For this episode of the podcast I’m speaking with Alex about diversification. To listen to the podcast click on the link below.
First things first, Alex has one of the best job titles ever – Head of Wealth. And it turns out BlackRock isn’t named after a lump of coal – there’s a bit more to the name. Alex touches on the story of BlackRock, which is now the biggest asset manager in the world ($5.4 trillion).
Within BlackRock is iShares, the arm that manages exchange-traded funds (ETFs). iShares is now the largest issuer of ETFs in the world.
Diversification is a term bandied around a lot, but a lot of Australian investors don’t practise this philosophy. They have a home bias towards their investments that involves putting most or all of their investment “eggs” in one basket. Some continually invest in Australian shares and Australian property because international diversification has traditionally been hard and expensive to achieve.
So why diversify? Among the many reasons is that Australia is skewed towards financials and resources – a bank next to a hole in the ground. Furthermore, the ASX only makes up 3% of the world’s capitalisation so if you’re limiting yourself to Australian listed shares you’re missing out on 97% of the world’s investable opportunities.
We discuss two scenarios in which someone is wanting to buy into the biggest 100 companies in the world.
- You could find a platform that allows you to buy international shares, sort out currency conversion for the trades in each country, followed by 100 separate trades – a time-consuming and expensive process; or,
- You can buy one ETF on the Australian stock exchange (BlackRock offer such an ETF).
An exchange-traded fund is a fund that trades on the market. Alex uses a shipping container analogy to highlight the benefits of ETFs. Shipping containers were invented in 1956 and streamlined the shipping transport process with a uniform container to replace a process which had previously been slow and inefficient. An ETF is just a “wrapper” that holds investments that people have been buying for years (i.e. shares, bonds, cash).
Good ETFs should be transparent (in that you can see what the ETF is holding every day – within the “shipping container”).
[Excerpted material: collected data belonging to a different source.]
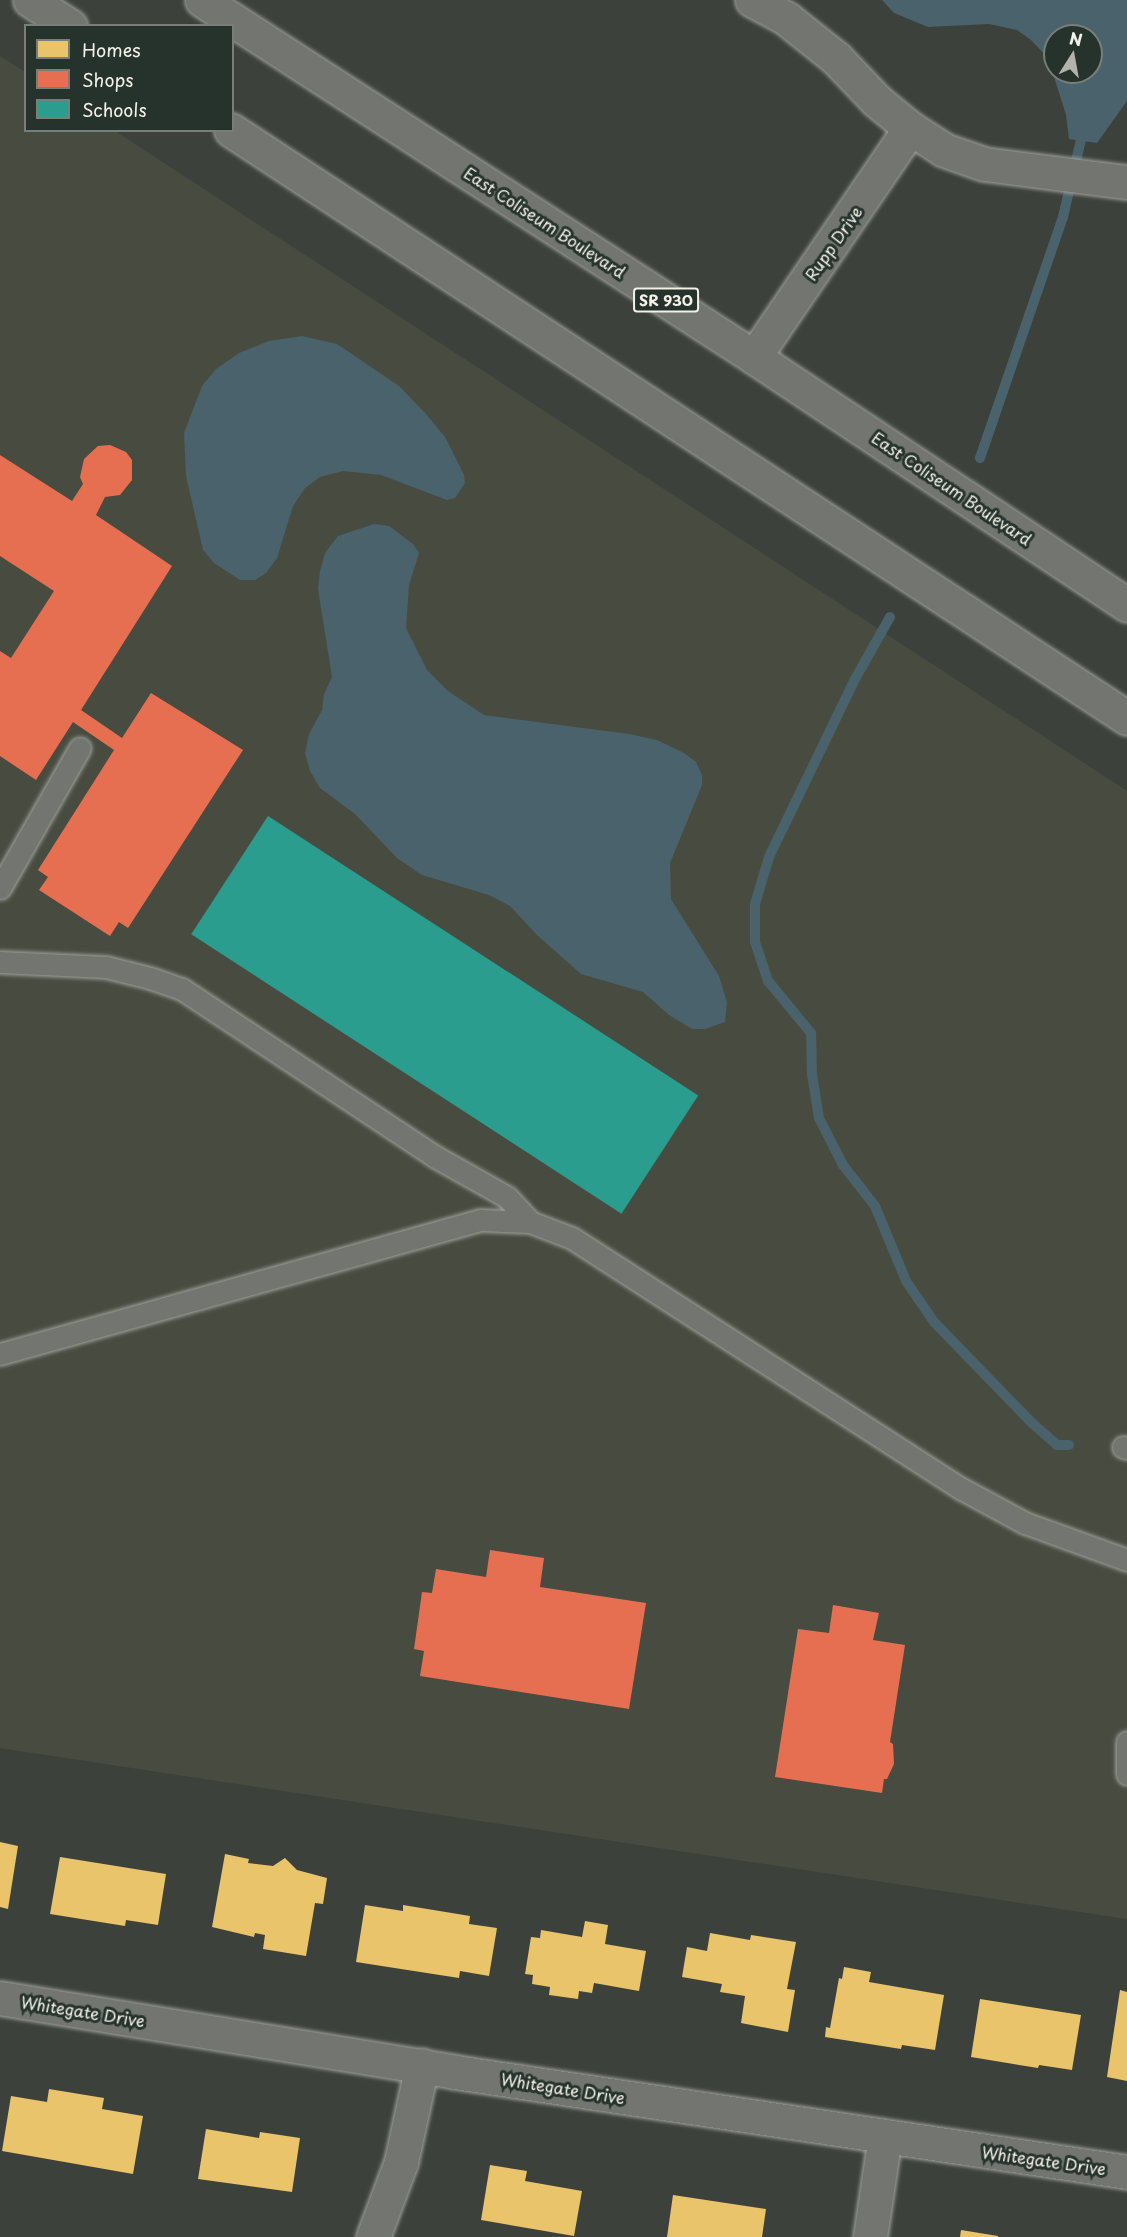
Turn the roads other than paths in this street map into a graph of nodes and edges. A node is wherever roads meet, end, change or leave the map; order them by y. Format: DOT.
graph roads {
  1 [pos="30,0"];
  2 [pos="202,0"];
  3 [pos="752,0"];
  4 [pos="66,24"];
  5 [pos="909,128"];
  6 [pos="234,132"];
  7 [pos="1120,182"];
  8 [pos="754,357"];
  9 [pos="1127,605"];
  10 [pos="1127,718"];
  11 [pos="80,748"];
  12 [pos="0,888"];
  13 [pos="0,962"];
  14 [pos="530,1222"];
  15 [pos="0,1354"];
  16 [pos="1127,1560"];
  17 [pos="1127,1742"];
  18 [pos="1127,1774"];
  19 [pos="0,1998"];
  20 [pos="422,2065"];
  21 [pos="885,2136"];
  22 [pos="1127,2172"];
  23 [pos="373,2237"];
  24 [pos="870,2237"];
  1 -- 4 [label="main road"];
  2 -- 8 [label="main road, East Coliseum Boulevard / SR 930"];
  3 -- 5 [label="main road"];
  5 -- 7 [label="main road"];
  5 -- 8 [label="main road, Rupp Drive"];
  6 -- 10 [label="main road"];
  8 -- 9 [label="main road, East Coliseum Boulevard / SR 930"];
  11 -- 12 [label="lane"];
  13 -- 14 [label="lane"];
  14 -- 15 [label="lane"];
  14 -- 16 [label="lane"];
  17 -- 18 [label="lane"];
  19 -- 20 [label="main road, Whitegate Drive"];
  20 -- 21 [label="main road, Whitegate Drive"];
  20 -- 23 [label="main road"];
  21 -- 22 [label="main road, Whitegate Drive"];
  21 -- 24 [label="main road"];
}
For example, to get exposure to emerging markets Six Park uses the Vanguard FTSE Emerging Markets Shares ETF (Ticker VGE). To see what this fund holds click here.
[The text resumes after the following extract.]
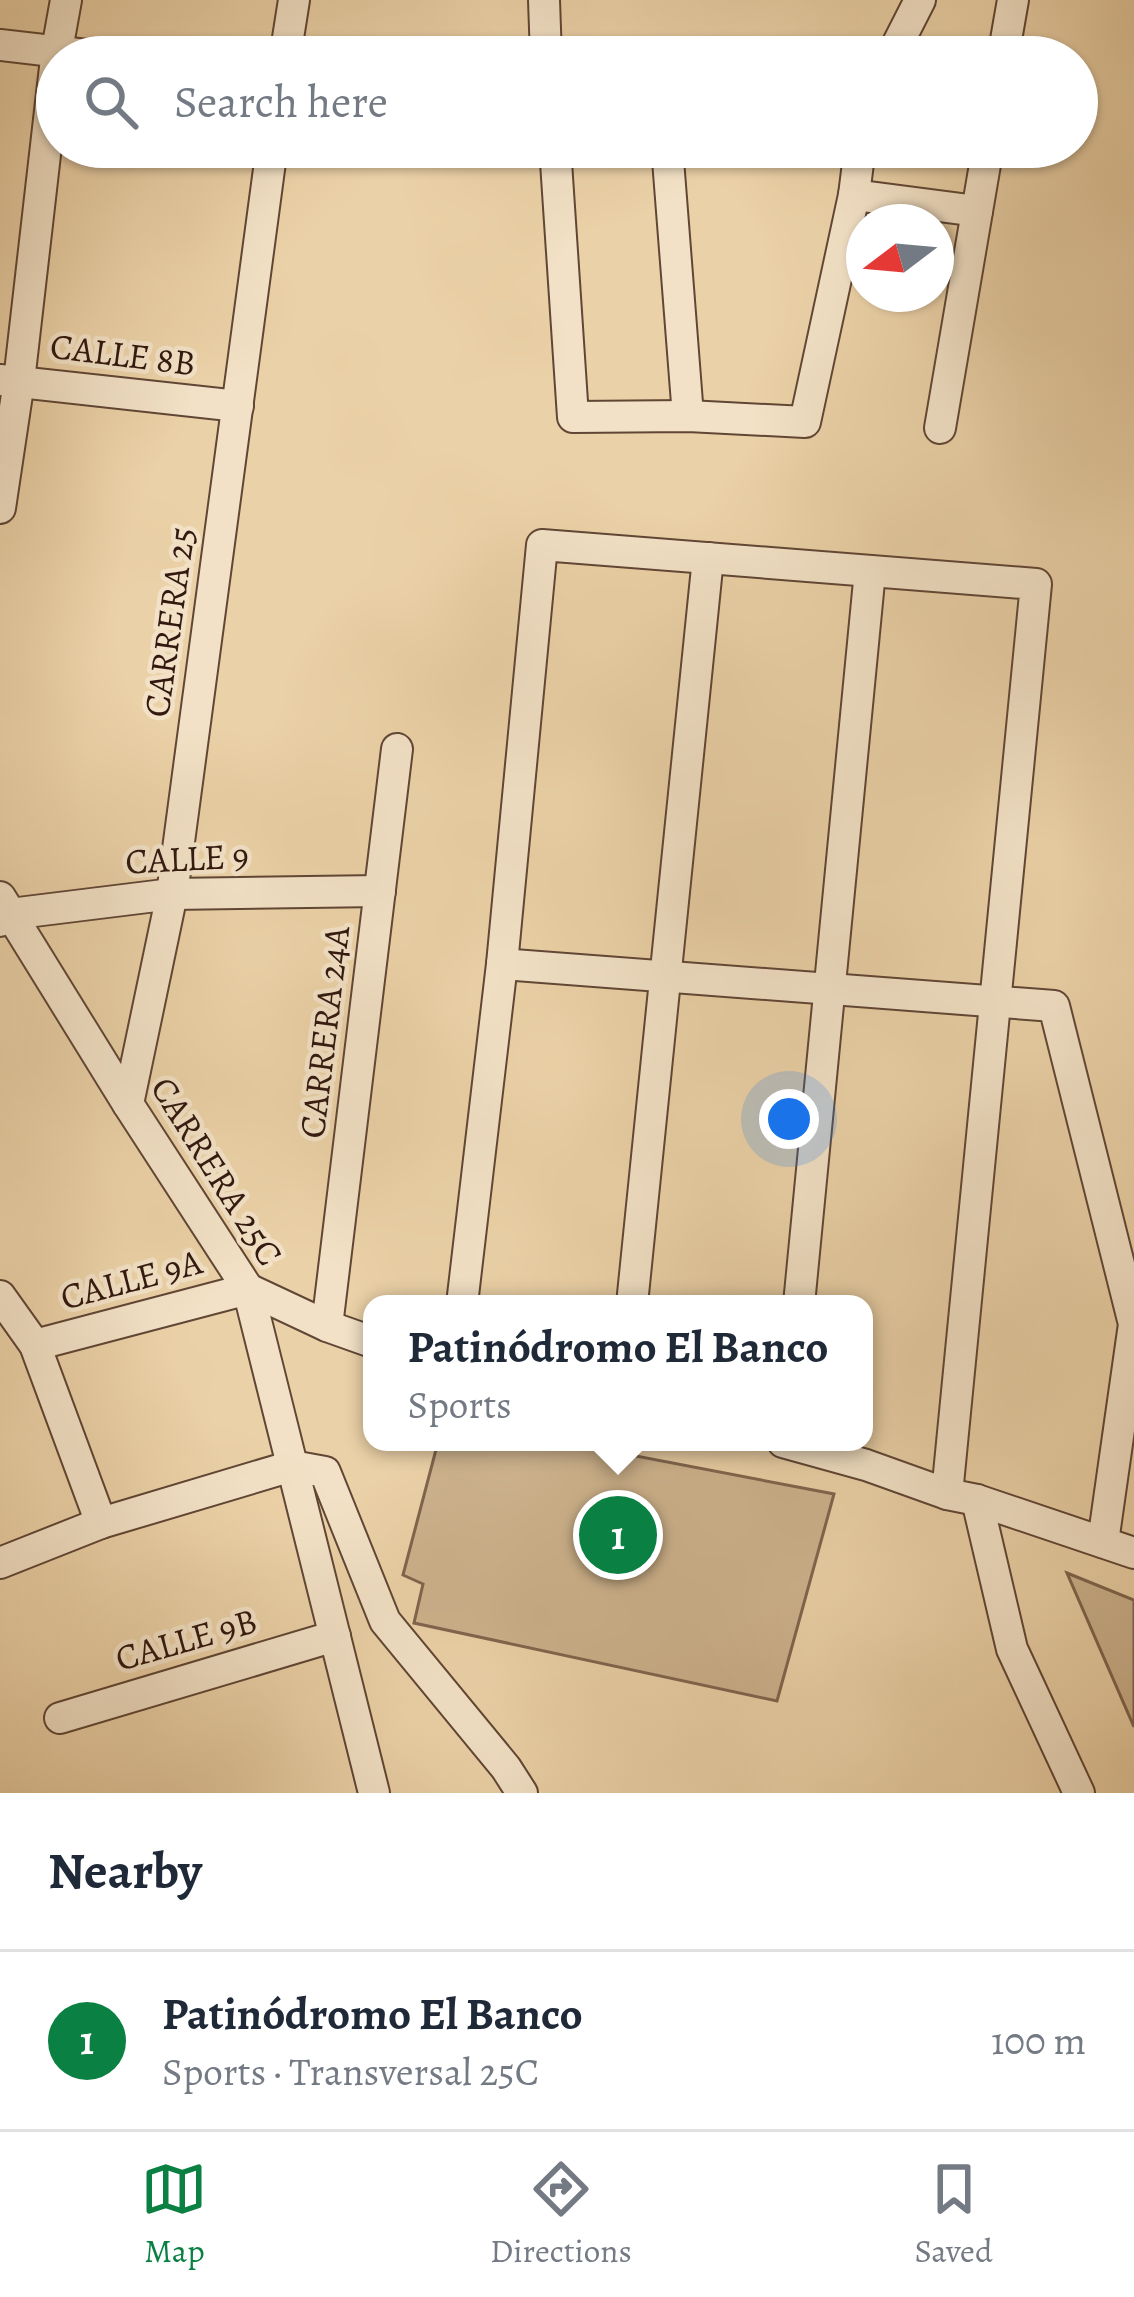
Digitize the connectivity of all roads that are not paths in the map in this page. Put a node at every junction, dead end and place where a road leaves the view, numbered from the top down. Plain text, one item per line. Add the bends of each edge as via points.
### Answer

ETFs have many different uses for different portfolios. Active asset managers use ETFs to manage billions of dollars, and mum and dad investors use ETFs to help diversify their investments.
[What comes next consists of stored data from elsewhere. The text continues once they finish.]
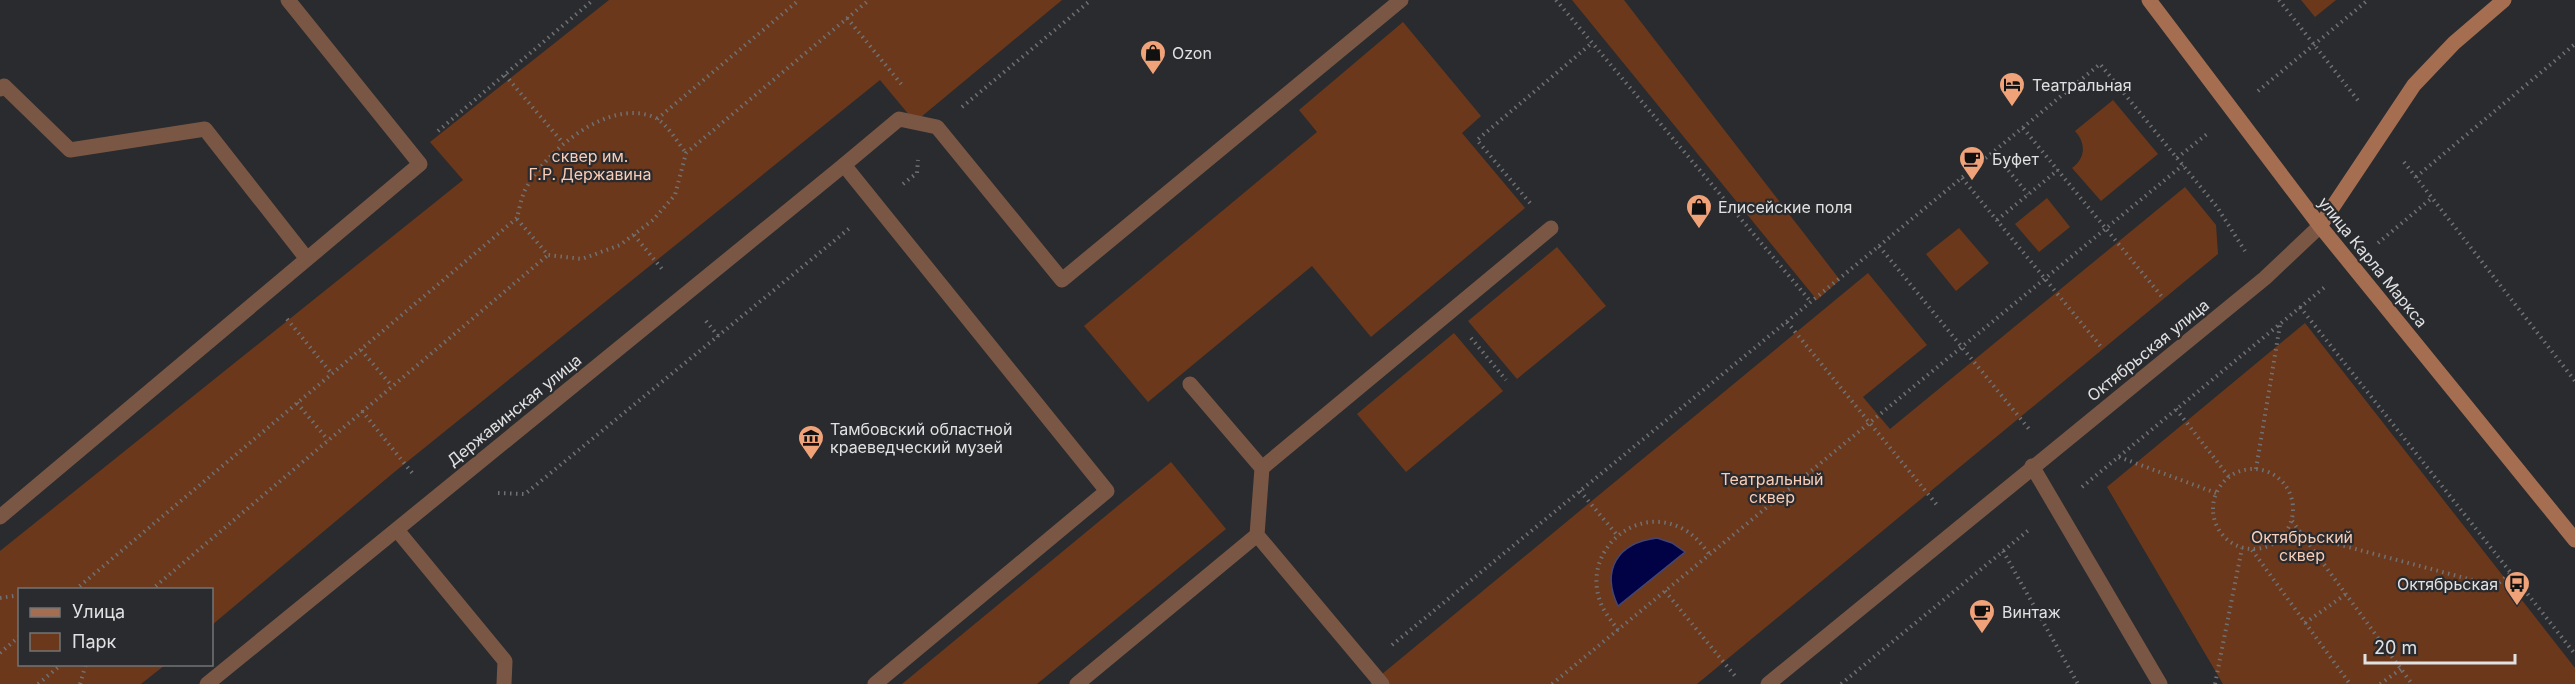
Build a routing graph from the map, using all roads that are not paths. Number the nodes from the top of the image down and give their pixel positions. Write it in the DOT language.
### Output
graph roads {
  1 [pos="288,0"];
  2 [pos="1401,0"];
  3 [pos="2150,0"];
  4 [pos="2504,0"];
  5 [pos="0,89"];
  6 [pos="844,165"];
  7 [pos="2320,226"];
  8 [pos="1551,228"];
  9 [pos="306,259"];
  10 [pos="1190,384"];
  11 [pos="2032,466"];
  12 [pos="1262,468"];
  13 [pos="0,517"];
  14 [pos="397,530"];
  15 [pos="1257,535"];
  16 [pos="2575,540"];
  17 [pos="207,684"];
  18 [pos="504,684"];
  19 [pos="875,684"];
  20 [pos="1077,684"];
  21 [pos="1383,684"];
  22 [pos="1768,684"];
  23 [pos="2160,684"];
  1 -- 9 [label="street"];
  2 -- 6 [label="street, Державинская улица"];
  3 -- 7 [label="main road, улица Карла Маркса"];
  4 -- 7 [label="main road, Октябрьская улица"];
  5 -- 9 [label="street"];
  6 -- 14 [label="street, Державинская улица"];
  6 -- 19 [label="street"];
  7 -- 11 [label="street, Октябрьская улица"];
  7 -- 16 [label="main road, улица Карла Маркса"];
  8 -- 12 [label="street"];
  9 -- 13 [label="street"];
  10 -- 12 [label="street"];
  11 -- 22 [label="street, Октябрьская улица"];
  11 -- 23 [label="street"];
  12 -- 15 [label="street"];
  14 -- 17 [label="street, Державинская улица"];
  14 -- 18 [label="street"];
  15 -- 20 [label="street"];
  15 -- 21 [label="street"];
}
If you would like to read more and educate yourself on the market Alex recommends reading Bloomberg markets for daily information on global markets. Or within BlackRock they also have a great resource of information within their own iShares Learning Centre.
As with every guest on the podcast we discuss the worst investment Alex has ever made and what he is currently reading. You will have to listen to the podcast to find out Alex’s worst investment (we’ve all made a bad investment!), but the book Alex is currently reading is Reminiscences of a Stock Operator. Written in the early 1900s, it is about a boy who starts investing at the age of 15. The book, which is considered a thinly disguised biography of American investor Jesse Lauriston Livermore, goes into great detail about the mistakes the character makes over the years. I think I’ll have to do my own review of this book in my next Six Park Super Update.